大敗ではありませんし、まだ芝に慣れていない可能性もあるので、管理する鈴木清調教師はそれほど悲観していませんでした。ただ、記事にはこうあります。
そうそう怪物は出てこない――
オグリ級ではないのは明らかで、続く阪神大賞典(GⅡ)でも2番人気で5着に敗れたので、ファンのガッカリ度はさらに強まりました。
「たいしたことないのか…」
阪神大賞典では大きな不利も受けており、仕方のない面もあるのですが、イナリワンの評価はめちゃくちゃビミョーなものになります。予定通り、天皇賞・春に駒を進めたものの、こんな印。
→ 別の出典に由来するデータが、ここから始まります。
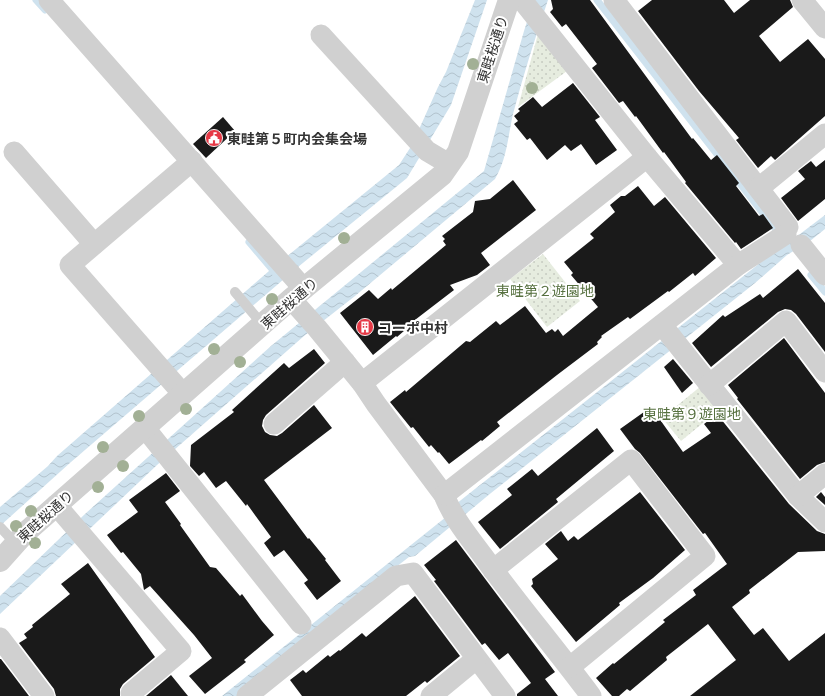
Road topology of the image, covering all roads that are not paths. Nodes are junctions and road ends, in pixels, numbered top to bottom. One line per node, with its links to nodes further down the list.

かなりメンバーが小粒なのにコレですから、「疑」寄りの「半信半疑」だったと言っていいでしょう。ただ、注目度は低くありませんでした。なぜなら、ジョッキーが武豊騎手にチェンジされていたのです。お手馬のスーパークリークの体調がなかなか整わず、ちょうど乗り馬がいなくなっていたタイミングでのタッグ結成。前年、弱冠19歳でGⅠジョッキーとなった天才は、まだデビュー3年目を迎えたばかりなのに、この年、この時点で全国リーディングを突っ走っていました。まさに日の出の勢いでしたから、イナリワン陣営としては強い味方です。しかし、追い切りに乗った天才はすぐにあることを見抜きます。コメントの中に次のようなものがあったのです。
レース前に騎手が「折り合いを…」と口にしている時点で、不安を感じている証拠です。実は、イナリワンの父・ミルジョージの産駒は気性が激しいことで有名で、2月の初めから2か月半、付きっ切りで仕上げてきた担当の助手さんもこう証言していました。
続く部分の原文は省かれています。